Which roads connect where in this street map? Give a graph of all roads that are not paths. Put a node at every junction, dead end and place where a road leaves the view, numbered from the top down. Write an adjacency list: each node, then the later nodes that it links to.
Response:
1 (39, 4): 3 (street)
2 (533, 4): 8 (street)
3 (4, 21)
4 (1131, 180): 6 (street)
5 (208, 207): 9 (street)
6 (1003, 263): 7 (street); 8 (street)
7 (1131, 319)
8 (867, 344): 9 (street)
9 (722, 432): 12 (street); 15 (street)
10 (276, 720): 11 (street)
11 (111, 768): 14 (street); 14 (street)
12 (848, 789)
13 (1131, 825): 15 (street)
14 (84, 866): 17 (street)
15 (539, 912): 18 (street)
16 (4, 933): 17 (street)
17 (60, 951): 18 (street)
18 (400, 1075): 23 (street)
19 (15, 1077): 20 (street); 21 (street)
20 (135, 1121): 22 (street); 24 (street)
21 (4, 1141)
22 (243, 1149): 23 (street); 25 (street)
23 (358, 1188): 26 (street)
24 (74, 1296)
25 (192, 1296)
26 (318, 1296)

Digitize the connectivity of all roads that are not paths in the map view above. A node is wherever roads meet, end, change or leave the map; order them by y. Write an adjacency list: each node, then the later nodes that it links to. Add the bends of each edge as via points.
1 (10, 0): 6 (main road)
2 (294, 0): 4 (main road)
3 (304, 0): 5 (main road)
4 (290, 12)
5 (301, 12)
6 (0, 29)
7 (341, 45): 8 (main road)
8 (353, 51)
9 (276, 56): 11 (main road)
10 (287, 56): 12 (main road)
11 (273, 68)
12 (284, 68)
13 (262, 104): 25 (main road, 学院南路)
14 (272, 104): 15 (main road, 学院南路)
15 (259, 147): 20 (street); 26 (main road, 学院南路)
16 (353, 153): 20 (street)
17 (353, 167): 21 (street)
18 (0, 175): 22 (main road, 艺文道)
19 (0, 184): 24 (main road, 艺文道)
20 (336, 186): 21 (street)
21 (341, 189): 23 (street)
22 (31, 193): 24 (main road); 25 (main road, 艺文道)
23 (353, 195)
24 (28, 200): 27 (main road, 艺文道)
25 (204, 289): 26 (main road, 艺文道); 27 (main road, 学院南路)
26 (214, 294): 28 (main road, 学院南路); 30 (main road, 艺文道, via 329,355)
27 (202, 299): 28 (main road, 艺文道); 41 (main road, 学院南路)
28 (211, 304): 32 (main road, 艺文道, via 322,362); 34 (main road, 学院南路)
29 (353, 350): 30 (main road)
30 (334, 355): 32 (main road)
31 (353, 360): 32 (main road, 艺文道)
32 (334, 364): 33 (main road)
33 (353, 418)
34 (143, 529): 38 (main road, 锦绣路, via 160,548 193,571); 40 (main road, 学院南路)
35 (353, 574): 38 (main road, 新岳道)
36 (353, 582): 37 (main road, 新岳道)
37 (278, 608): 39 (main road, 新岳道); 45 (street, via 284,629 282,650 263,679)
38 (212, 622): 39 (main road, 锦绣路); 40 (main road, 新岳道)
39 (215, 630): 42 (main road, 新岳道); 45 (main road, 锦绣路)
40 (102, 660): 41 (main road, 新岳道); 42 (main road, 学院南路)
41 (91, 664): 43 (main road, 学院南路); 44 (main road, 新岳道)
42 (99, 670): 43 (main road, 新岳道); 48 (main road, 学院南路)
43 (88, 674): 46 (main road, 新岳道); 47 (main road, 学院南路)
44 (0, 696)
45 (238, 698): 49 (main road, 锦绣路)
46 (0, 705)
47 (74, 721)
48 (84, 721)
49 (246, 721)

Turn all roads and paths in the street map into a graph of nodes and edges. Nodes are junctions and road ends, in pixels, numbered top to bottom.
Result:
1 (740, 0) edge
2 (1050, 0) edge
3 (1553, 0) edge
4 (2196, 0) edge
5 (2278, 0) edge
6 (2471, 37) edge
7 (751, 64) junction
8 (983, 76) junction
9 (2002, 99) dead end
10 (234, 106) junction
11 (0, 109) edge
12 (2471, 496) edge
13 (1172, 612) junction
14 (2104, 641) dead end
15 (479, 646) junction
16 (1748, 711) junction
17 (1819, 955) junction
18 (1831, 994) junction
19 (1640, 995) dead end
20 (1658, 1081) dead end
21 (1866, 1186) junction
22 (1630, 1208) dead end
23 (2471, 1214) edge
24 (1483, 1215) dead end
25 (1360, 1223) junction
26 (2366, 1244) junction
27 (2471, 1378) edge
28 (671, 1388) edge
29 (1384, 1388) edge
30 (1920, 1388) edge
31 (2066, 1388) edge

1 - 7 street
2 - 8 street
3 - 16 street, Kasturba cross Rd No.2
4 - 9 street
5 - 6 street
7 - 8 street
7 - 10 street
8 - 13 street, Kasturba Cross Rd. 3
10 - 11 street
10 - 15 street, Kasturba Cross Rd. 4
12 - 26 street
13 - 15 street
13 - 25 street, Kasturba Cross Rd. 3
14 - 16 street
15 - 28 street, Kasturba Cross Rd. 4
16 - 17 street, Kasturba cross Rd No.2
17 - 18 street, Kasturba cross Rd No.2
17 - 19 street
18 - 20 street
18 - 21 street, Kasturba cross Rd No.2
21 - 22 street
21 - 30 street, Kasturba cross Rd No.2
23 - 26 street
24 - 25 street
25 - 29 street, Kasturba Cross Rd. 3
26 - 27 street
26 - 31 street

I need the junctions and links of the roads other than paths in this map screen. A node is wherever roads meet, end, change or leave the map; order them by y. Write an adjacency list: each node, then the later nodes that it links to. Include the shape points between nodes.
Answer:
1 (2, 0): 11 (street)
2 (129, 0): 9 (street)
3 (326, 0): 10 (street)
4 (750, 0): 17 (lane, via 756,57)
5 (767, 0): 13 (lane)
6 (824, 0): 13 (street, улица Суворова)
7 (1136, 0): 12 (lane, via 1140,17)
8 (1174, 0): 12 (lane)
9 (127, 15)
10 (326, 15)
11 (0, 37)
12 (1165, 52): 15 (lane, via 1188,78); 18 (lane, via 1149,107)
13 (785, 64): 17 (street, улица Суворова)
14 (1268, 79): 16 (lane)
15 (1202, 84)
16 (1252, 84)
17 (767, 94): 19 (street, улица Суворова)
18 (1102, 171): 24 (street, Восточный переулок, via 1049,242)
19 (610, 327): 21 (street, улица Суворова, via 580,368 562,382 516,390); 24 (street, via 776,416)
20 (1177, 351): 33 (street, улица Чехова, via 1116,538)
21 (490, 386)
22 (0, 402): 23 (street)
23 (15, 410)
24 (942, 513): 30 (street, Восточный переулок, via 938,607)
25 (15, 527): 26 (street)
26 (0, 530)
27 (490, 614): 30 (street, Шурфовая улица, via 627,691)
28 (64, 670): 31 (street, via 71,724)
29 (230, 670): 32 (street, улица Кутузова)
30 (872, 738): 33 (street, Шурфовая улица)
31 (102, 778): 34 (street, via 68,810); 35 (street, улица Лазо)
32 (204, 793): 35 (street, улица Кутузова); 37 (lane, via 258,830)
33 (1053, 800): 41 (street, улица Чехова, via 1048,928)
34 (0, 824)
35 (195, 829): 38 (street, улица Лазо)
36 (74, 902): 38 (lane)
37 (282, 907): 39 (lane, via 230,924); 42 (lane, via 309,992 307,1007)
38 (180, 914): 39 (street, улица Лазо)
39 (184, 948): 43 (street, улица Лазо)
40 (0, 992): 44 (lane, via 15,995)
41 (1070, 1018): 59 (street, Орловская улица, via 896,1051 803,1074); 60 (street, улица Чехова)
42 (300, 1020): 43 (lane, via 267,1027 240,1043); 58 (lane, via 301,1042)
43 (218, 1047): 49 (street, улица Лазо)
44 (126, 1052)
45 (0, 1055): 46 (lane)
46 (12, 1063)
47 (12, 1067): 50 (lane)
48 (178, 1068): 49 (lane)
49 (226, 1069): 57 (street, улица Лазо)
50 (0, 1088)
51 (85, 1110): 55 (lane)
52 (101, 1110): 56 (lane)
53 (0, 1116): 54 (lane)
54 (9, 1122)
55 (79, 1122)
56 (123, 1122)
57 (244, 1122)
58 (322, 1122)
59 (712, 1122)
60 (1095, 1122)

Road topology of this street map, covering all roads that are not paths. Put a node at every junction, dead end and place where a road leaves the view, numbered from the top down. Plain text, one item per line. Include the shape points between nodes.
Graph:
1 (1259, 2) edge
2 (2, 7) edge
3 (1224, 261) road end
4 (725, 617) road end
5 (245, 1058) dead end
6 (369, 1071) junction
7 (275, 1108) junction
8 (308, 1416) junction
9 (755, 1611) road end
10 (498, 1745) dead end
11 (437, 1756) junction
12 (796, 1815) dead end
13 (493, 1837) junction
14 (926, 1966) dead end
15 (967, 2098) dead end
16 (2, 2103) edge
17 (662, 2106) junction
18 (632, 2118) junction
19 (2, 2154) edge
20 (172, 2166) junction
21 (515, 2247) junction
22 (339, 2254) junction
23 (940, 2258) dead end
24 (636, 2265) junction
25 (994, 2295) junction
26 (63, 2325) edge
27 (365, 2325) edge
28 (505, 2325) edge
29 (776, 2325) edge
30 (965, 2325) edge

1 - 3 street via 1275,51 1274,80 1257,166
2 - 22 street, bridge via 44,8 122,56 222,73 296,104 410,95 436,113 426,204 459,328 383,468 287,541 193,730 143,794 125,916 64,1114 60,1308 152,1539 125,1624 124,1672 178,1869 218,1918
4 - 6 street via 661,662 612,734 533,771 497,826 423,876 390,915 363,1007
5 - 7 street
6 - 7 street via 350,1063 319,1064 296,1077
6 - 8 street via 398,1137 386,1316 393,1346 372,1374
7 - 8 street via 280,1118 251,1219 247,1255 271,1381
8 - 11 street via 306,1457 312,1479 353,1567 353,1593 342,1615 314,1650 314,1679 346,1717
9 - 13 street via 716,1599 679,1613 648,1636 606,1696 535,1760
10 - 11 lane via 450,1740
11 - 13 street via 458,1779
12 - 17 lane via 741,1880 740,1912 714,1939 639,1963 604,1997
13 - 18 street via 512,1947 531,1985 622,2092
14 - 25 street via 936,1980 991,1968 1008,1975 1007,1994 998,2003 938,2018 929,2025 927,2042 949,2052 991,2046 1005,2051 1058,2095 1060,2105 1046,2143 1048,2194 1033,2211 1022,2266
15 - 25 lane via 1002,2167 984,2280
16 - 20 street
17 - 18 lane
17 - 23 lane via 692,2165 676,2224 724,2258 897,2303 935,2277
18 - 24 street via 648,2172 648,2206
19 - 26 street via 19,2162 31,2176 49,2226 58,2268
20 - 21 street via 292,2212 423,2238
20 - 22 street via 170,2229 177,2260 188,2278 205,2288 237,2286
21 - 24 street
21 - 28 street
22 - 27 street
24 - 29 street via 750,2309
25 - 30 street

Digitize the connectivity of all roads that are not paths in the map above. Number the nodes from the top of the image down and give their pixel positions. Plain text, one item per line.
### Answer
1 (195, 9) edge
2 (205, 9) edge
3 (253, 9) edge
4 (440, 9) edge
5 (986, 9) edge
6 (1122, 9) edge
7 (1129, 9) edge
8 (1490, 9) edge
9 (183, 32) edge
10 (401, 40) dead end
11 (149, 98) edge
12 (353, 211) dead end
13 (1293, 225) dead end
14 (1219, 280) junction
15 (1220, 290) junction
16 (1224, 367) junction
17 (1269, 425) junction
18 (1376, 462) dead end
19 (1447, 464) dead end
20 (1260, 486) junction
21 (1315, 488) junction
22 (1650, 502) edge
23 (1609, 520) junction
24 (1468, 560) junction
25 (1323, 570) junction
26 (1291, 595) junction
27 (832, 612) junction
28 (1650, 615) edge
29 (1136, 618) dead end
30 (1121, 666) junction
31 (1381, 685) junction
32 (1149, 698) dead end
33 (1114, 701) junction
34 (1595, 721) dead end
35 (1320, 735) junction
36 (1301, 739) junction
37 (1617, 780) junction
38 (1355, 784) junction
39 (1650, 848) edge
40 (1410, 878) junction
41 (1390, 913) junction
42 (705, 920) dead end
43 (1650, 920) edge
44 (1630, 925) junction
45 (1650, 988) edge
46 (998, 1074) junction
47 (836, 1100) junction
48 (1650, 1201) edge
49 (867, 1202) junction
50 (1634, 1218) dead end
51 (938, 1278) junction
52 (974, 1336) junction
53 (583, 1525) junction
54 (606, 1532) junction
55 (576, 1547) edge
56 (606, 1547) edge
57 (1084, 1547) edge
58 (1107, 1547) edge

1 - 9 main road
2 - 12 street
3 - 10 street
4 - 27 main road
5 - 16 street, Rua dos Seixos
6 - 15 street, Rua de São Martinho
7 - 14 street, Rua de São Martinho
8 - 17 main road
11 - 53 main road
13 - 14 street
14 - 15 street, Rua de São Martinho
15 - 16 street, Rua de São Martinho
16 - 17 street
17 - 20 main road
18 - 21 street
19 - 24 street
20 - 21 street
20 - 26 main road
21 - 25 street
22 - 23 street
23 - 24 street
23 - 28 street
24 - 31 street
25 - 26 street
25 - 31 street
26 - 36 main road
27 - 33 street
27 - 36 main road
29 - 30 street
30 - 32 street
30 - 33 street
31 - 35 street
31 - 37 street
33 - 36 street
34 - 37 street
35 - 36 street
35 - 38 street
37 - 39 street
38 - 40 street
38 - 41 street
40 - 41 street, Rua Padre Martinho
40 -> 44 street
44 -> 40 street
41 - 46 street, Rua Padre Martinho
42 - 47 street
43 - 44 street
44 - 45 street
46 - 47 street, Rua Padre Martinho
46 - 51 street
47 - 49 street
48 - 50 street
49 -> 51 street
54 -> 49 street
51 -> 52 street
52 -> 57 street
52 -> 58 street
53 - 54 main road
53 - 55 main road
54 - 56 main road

+===+

What the task asks
For each line above that includes "text", make a copy.

Your solution
Road topology of this street map, covering all roads that are not paths. Put a node at every junction, dead end and place where a road leaves the view, numbered from the top down. Plain text, one item per line. Include the shape points between nodes.
Digitize the connectivity of all roads that are not paths in the map above. Number the nodes from the top of the image down and give their pixel positions. Plain text, one item per line.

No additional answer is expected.